▶ **Directions for this task**:
All lines of the records below that contain the word "Sokak" must be listed.

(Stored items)
● ● ● ● ● ● ●
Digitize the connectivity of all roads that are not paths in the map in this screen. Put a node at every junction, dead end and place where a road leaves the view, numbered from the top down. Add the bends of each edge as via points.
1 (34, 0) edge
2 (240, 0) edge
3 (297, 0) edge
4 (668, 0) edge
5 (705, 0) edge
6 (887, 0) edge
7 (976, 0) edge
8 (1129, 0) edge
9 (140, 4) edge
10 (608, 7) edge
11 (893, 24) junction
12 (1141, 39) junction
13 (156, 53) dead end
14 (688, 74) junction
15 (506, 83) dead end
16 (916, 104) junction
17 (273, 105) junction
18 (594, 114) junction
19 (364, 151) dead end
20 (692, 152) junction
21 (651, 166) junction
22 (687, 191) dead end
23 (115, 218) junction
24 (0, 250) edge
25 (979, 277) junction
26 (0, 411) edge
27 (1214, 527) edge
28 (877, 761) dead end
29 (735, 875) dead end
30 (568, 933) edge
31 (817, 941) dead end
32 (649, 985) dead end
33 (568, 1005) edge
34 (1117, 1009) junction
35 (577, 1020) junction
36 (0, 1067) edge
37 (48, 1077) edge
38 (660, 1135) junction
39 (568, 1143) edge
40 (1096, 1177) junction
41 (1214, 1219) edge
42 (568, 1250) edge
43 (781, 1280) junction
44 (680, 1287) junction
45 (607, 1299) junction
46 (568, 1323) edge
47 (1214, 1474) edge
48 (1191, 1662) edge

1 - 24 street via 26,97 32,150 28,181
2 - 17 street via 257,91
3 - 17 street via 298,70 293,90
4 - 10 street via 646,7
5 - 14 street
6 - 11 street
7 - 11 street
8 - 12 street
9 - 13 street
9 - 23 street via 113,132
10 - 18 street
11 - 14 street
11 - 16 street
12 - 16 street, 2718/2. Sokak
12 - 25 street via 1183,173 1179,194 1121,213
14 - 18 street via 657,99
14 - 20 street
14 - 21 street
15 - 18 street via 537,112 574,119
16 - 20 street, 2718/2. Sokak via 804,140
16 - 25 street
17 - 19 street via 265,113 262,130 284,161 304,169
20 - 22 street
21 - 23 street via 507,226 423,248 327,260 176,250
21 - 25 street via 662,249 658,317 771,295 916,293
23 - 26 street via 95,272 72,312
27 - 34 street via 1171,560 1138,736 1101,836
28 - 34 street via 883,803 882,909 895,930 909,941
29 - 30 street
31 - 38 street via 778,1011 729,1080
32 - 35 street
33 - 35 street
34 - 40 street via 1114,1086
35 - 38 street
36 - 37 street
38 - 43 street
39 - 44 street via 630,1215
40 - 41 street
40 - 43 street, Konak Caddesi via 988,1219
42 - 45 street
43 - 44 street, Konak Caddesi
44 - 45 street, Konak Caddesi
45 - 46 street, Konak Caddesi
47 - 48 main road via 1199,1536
● ● ● ● ● ● ●
▶ **Answer section**:
12 - 16 street, 2718/2. Sokak
16 - 20 street, 2718/2. Sokak via 804,140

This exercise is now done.